Totalizzazione – La totalizzazione consente di sommare i contributi versati in più gestioni, in modo da raggiungere i 65 anni e 7 mesi di età e 20 di contributi per la pensione di vecchiaia o i 40 anni e 7 mesi di contributi per quella anticipata. Prima di riscuotere l’assegno dopo aver maturato i requisiti vanno aggiunte le finestre mobili (rispettivamente 18 e 21 mesi). La pensione è calcolata pro quota da ogni gestione interessata all’operazione, in genere si applica il sistema contributivo

Cumulo – Con il cumulo si sommano i contributi suddivisi in più gestioni, per raggiungere la pensione di vecchiaia o quella anticipata con i requisiti standard (66 anni e 7 mesi di età e 20 di contributi oppure 42 anni e 10 mesi di contributi per gli uomini, 41 e 10 per le donne).
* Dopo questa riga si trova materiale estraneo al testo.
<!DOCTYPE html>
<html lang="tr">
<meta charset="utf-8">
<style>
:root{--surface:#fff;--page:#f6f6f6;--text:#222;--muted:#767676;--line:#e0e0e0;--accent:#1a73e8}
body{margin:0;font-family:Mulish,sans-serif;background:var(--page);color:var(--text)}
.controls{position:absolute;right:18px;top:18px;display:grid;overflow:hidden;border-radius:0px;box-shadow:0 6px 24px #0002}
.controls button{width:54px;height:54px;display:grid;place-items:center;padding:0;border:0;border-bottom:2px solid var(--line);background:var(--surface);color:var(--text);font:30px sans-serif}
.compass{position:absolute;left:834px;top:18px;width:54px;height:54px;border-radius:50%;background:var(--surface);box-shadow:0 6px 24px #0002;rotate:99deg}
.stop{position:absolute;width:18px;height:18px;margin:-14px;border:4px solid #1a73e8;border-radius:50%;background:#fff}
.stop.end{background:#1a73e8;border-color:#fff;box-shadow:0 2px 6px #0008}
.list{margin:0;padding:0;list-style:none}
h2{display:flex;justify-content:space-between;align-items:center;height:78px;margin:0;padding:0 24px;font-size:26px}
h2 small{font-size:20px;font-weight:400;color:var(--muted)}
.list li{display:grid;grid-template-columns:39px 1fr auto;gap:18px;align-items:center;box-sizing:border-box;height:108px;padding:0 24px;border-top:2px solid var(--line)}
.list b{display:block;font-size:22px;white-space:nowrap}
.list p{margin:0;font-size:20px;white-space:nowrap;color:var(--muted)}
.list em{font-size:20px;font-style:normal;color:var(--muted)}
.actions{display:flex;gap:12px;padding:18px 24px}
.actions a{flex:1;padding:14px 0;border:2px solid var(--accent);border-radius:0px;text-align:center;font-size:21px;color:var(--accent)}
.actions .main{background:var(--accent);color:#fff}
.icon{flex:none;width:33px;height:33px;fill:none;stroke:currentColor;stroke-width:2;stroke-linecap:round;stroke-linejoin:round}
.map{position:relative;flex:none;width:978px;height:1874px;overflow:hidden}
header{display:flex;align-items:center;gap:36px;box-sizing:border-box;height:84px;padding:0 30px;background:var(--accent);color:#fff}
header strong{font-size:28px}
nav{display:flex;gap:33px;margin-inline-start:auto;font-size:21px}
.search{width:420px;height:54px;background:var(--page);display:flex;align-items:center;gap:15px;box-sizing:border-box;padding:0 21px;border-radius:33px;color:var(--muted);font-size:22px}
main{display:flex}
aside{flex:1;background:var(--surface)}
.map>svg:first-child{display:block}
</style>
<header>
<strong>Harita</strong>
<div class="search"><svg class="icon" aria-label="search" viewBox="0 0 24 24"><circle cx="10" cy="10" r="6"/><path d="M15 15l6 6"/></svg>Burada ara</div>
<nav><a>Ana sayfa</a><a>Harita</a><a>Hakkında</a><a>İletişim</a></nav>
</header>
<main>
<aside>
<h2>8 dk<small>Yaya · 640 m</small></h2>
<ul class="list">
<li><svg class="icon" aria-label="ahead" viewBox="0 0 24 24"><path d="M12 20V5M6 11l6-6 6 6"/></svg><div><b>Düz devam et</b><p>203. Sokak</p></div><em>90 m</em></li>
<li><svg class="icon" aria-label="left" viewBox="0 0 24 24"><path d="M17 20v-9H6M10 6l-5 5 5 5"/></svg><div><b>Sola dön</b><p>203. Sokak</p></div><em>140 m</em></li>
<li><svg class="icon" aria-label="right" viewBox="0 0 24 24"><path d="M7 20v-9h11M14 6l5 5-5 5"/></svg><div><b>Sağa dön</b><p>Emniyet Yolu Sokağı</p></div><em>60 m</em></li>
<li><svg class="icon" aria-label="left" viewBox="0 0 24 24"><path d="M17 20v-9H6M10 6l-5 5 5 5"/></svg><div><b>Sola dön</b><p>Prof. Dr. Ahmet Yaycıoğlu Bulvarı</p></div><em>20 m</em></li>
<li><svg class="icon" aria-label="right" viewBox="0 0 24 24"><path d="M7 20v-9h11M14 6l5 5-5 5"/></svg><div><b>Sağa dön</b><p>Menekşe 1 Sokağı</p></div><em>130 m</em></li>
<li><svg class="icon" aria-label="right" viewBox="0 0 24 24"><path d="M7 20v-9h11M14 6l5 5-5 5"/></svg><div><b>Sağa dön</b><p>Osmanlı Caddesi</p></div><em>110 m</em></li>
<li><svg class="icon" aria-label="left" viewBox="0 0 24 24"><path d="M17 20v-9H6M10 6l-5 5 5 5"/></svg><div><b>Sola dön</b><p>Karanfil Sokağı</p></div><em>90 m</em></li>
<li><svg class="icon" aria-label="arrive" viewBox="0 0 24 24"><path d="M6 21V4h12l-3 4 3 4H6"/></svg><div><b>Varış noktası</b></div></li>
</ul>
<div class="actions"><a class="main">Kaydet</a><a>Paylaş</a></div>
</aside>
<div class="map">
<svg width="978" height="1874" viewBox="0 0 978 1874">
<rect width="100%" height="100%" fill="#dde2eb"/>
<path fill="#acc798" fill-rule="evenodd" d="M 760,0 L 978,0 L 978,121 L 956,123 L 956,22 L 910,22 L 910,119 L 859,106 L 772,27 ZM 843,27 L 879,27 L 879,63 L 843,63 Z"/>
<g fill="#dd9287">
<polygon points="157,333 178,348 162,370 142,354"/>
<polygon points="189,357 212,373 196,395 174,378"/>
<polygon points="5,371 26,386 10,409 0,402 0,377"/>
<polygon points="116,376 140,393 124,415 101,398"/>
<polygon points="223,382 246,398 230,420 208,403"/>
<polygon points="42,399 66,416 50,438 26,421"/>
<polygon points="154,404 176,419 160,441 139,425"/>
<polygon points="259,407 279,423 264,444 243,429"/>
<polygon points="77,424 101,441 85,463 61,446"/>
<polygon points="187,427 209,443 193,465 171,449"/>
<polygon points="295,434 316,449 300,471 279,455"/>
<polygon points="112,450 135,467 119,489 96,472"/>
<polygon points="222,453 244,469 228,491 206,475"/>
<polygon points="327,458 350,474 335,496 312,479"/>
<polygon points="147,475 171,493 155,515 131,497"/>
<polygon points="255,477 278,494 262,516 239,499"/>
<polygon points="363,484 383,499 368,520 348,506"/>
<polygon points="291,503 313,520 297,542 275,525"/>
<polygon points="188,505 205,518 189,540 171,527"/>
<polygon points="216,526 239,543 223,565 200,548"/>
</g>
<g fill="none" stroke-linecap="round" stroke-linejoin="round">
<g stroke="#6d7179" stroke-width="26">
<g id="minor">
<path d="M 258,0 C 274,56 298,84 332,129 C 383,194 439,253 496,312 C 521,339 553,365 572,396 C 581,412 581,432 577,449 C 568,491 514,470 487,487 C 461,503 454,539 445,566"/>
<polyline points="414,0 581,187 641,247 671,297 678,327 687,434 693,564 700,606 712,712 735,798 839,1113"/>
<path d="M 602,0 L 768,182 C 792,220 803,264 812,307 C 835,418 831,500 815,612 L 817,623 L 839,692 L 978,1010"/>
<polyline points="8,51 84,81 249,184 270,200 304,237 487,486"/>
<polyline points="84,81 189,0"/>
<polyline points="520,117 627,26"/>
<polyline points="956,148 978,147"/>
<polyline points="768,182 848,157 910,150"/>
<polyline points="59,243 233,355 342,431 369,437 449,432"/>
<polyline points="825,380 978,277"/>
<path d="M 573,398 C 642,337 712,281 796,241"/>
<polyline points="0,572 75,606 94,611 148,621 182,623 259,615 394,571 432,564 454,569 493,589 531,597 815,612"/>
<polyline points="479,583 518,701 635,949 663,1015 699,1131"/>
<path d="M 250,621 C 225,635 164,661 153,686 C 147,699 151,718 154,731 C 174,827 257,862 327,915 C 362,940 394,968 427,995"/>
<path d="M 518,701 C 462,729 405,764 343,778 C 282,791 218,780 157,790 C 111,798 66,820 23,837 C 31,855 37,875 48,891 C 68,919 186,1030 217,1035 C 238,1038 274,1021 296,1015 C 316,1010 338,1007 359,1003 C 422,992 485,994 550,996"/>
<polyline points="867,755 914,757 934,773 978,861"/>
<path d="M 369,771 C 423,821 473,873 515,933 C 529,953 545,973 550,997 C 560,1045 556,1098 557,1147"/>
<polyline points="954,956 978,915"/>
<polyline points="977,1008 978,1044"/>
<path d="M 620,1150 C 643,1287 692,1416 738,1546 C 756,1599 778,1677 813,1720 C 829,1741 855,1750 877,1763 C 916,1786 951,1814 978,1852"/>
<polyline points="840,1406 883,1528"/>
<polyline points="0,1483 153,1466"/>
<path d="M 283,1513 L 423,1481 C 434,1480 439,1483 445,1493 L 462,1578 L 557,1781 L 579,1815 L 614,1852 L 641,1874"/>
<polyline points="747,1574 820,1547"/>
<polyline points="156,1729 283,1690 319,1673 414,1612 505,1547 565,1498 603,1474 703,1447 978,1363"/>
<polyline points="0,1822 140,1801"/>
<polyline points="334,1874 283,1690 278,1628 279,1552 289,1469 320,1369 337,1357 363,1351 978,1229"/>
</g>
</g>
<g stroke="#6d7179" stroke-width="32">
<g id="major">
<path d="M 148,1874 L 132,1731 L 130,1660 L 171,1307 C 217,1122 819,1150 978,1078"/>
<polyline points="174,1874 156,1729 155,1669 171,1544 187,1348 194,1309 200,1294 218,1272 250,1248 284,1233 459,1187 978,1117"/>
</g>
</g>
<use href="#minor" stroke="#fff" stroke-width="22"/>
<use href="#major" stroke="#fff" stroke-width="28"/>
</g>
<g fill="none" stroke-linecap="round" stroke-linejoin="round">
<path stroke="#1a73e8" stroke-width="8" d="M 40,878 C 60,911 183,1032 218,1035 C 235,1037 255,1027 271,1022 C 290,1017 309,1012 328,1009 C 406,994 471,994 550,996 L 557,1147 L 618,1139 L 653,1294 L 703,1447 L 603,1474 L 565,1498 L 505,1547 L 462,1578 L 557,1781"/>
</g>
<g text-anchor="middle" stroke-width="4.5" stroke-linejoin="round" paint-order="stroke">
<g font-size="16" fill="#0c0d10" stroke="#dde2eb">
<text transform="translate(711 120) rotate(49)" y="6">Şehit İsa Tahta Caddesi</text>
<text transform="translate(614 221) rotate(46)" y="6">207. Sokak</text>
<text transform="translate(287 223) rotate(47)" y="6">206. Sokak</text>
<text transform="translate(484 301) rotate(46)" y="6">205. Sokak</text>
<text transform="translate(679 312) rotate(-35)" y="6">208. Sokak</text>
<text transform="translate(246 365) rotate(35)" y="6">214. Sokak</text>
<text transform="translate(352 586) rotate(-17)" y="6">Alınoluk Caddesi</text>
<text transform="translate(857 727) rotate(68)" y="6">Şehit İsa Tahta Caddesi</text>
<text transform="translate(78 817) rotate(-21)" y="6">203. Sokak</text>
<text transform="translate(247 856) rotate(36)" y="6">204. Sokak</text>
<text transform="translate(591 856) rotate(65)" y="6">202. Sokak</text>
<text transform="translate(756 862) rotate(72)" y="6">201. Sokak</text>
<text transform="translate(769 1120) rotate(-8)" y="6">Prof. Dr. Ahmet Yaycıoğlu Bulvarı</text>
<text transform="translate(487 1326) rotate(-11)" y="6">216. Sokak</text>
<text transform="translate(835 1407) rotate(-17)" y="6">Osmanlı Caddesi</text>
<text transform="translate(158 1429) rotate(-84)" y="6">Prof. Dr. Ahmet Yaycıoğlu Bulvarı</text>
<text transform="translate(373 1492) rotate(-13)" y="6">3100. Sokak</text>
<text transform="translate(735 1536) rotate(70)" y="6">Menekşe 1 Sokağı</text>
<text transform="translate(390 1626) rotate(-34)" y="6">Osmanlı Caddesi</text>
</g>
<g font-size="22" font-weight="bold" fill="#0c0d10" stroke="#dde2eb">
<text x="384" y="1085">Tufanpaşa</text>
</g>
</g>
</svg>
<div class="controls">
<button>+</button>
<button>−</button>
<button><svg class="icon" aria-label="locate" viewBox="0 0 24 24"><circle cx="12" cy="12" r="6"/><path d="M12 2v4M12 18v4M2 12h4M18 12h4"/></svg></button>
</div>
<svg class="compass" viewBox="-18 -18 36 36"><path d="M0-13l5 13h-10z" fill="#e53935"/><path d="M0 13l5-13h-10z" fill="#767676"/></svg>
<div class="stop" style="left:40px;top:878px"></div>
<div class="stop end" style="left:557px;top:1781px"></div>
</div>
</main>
A differenza della totalizzazione ogni gestione calcola la pensione secondo le sue regole.

Lavori usuranti – Chi ha svolto attività ritenute usuranti o ha lavorato di notte può andare in pensione se raggiunge una determinata “quota”, cioè un valore dato dalla somma dell’età e dei contributi. La quota varia in relazione all’attività svolta, ma parte da 97,6 con un minimo di 61 anni e 7 mesi di età e 35 anni di contributi.

Lavoratori precoci – Chi ha versato almeno un anno di contributi per lavoro effettivamente svolto prima dei 19 anni e si trova in difficoltà o svolge un’attività pesante o svolge attività usuranti può raggiungere la pensione anticipata con 41 anni di contributi, invece che 42 anni e 10 mesi se uomini o 41 e 10 mesi se donne.

Isopensione – Si tratta di uno “scivolo” lungo fino a 4 anni – e pagato interamente dal datore di lavoro – verso la pensione di vecchiaia o anticipata. L’isopensione richiede un accordo tra azienda (con più di 15 addetti) e dipendenti. L’azienda paga l’assegno ponte, pari alla pensione maturata al momento dell’uscita, più i contributi fino al raggiungimento del requisito minimo per l’assegno previdenziale.

Part-time agevolato – Il part-time agevolato, disponibile fino al 2018, consente al dipendente del settore privato, che ha già 20 anni di contributi, di ridurre, in accordo con l’azienda, l’orario di lavoro dal 40 al 60%, fino a che maturerà il requisito per la pensione di vecchiaia. Durante tale periodo lo Stato versa la contribuzione figurativa corrispondente alle ore non lavorate, in modo da non ridurre la pensione futura, e il datore di lavoro riconosce al dipendente la quota di contributi non versati per le ore non lavorate, senza oneri fiscali.

Opzione donna – L’opzione donna è ancora possibile per le lavoratrici dipendenti che hanno compiuto 57 anni entro il 2015, o 58 se autonome, e a tale data avevano 35 anni di contributi. Una volta maturati, infatti, i requisiti non scadono. La pensione viene calcolata con il sistema contributivo.